E-commerce transactions are stored on a computer-readable medium, such as a disk, tape, CD, or DVD.

The issue of whether keeping electronic records meet the requirements set forth in various applicable statutes and regulations and what steps must be taken in order to bring electronic records within compliance of said statues and regulations must be addressed.

In response to the above concerns, the IRS has proposed several rules relating to generating and retaining electronic documents. Accordingly, organizations that use electronic medium for transactions have to generate adequate electronic documents to support those transactions and also should retain these documents for IRS audit and verification. Violation of these regulations can lead to significant cost and penalties.

What is Electronic Record Keeping?
It is very difficult to keep and maintain electronic records given the nature of the computer based storage material. It is quite possible that such records might get lost, destroyed, or altered. There is also the risk that an untrained or careless employee may accidentally use a backup disk or tape, overwrite a historical file, and in the process erase all proof of any transactions.

What are the requirements recognized by IRS for Electronic Record Keeping?
Section 6001 of Internal Revenue Code requires that every person who is liable for any tax imposed shall keep such records, render such statements, make such returns, and comply with such rules and regulations as the Secretary may from time to time prescribe.

Other requirements include Treas. Reg. Sec. 1.6001-1(a), which states that the taxpayer should keep permanent books of accounts or records. Further, such records should sufficiently establish the amount of gross income, deductions, credits, or other matters required to be shown on a tax or information return.

In addition to the general requirements stated above, Rev. Rul. 71-20 provides what electronic data can come under the purview of the meaning of IRC Sec. 6001 of the Code and Reg. Sec. 1.6001-1. The Rule provides that machine-sensible data media used for recording, consolidating, and summarizing accounting transactions and records within a taxpayer's automatic data processing system (ADP) are the records within the meaning of abovementioned sections.

The IRS also provides important guidelines on machine-sensible records in Rev. Proc. 91-59. Rev. Proc. 91-59 becomes applicable if the taxpayer is having assets of $10 million or more. It also applies to taxpayers with assets of less than $10 million if:

(1) The books of accounts and records of the transactions are only available in machine-sensible format, or

(2) Computations based upon machine-sensible records can only be reasonably verified or recomputed by use of a computer, as in LIFO inventory valuations or

(3) The taxpayer is notified by the IRS that machine-sensible records must be retained.
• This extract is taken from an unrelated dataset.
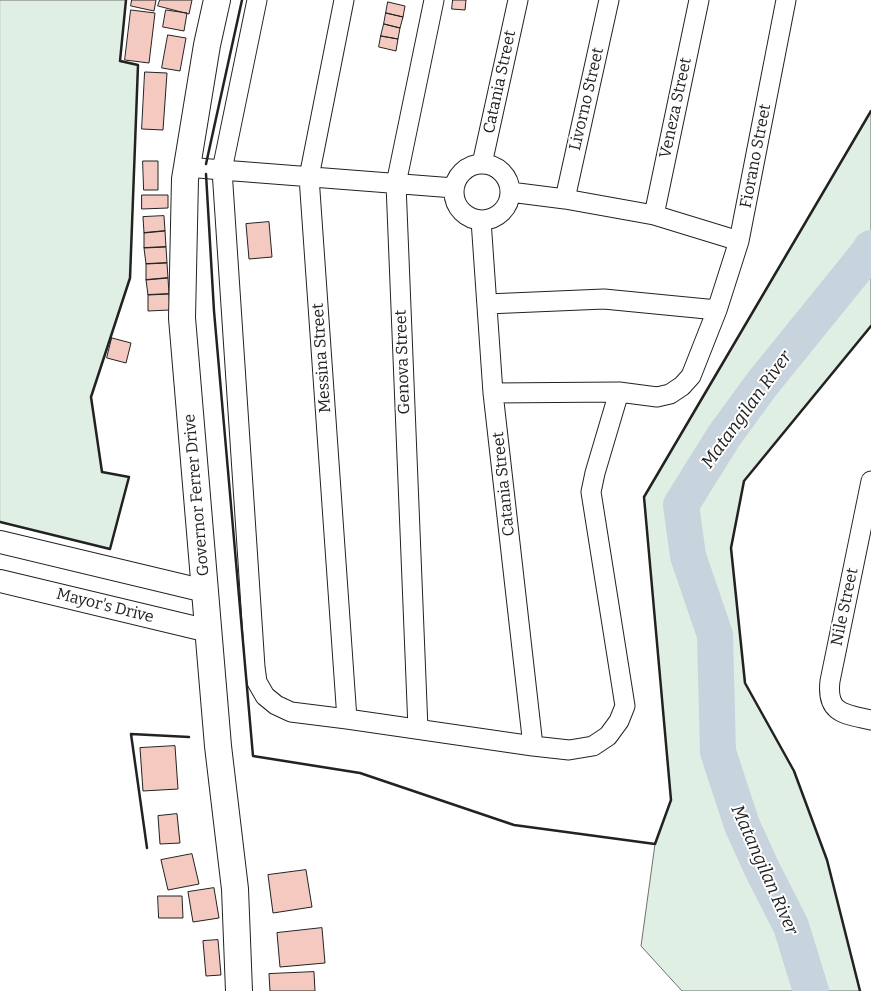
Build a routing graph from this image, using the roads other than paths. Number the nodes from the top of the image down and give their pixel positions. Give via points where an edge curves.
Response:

What are the hardware requirements?
The IRS has not provided any particular requirements for hardware settings. However, it is expected that the taxpayer have the suitable hardware to process the electronically retained records at the time of an IRS examination. Moreover, it is necessary to inform the IRS if there is any decrease in ability to process such records.

It is important that taxpayers place all necessary computer resources at the disposal of the IRS during a review thereby enabling all the relevant electronic records (records retained in machine-readable form) to be processed. Violation of this requirement will be treated same as that of violation of the record keeping requirements under Section 6001.

What are the penalties for non-compliance of IRS requirements?
Non-compliance of requirements of Rev. Proc. 91-59 can result in both a civil and a criminal penalty. Taxpayers may be subject to the civil penalty enumerated in IRC Sec. 6662 (a). This section provides a penalty of 20% on the portion of an underpaid tax due to negligence or intentional disregard of relevant rules and regulations.

With regard to criminal penalties, IRC Sec. 7203 provides that if taxpayer willfully fails to keep records or willfully fails to supply information, as required by the IRC, it is deemed to be a commission of a misdemeanor (misconduct). The wrongdoer may become subject to imprisonment up to one year and/or a fine of $25,000 ($100,000 fine is for corporations), plus the cost of prosecution.